Difference between a Graphic and a MovieClip

Any flash symbol can be either of the following:

1. Button
2. Movie Clip
3. Graphic

Button will be part of later posts. This post mainly deals with movie clip and graphics. First let us understand the two.

Both movie clips and graphics can be used to create animations. However, there are many differences between them. A graphic is a static object but movie clips can be dynamically worked upon. Only movie clips can have instances and instance names. Consequently they can be uniquely identified using the code. Whenever any movie clip is accessed, a copy of it is created from the flash library and the animation is performed over it. This copy so created could be blurred, slightly distorted, skewed, or can have multiple differences from the original movie clip, but only during run-time. This is just to cut down the computer memory usage by keeping the size of the swf file small.

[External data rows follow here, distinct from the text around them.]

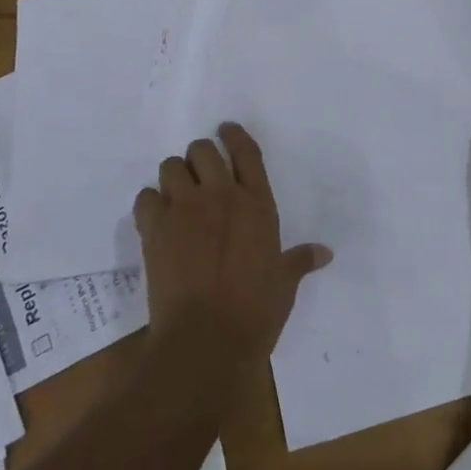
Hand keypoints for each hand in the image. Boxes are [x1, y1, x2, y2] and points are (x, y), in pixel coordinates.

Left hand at [134, 123, 331, 362]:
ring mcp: (185, 208)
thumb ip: (300, 260)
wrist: (206, 340)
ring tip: (177, 195)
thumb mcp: (284, 283)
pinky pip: (145, 197)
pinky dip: (150, 203)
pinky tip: (156, 219)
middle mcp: (220, 195)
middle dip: (199, 157)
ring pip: (170, 166)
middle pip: (202, 150)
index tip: (226, 129)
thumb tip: (325, 253)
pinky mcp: (155, 227)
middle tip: (200, 175)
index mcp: (257, 203)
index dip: (234, 135)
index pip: (245, 152)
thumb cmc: (255, 311)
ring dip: (174, 177)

Lets analyze the first statement, that both these symbols can contain animations.
In a movie clip, the animation is done on and by the graphics only. Here, all the parts of any animating body can be controlled independently, as they are part of separate timelines and also because we can have timeslines inside the main timesline of the movieclip. But for the graphics, all the animations happen in a single timeline. This makes the graphics less dynamic.


In other words,
The timeline of a Graphic Symbol instance is dependent on the timeline of the movie the instance is placed in.
The timeline of a Movie Clip instance is independent of the timeline of the movie the instance is placed in.
 Let us try a fun example.

Put any graphic image in the first frame of the main timeline. Place this image with slight variation in the successive frames for, say, 25 frames. If you publish this file, you would see some animation running through frame 1-25. Try deleting 10 frames from this, and the animation runs through only first 15 frames. If we delete all other frames except the first, and then publish the file, we see a static image, with no animation. In all the above cases, the animation runs in loop, from 1st frame to the last, and then back to first frame.

Suppose we convert any symbol to a movie clip, no matter, how many frames we add or subtract from the main timeline, the movie clip runs in loop in its own time line.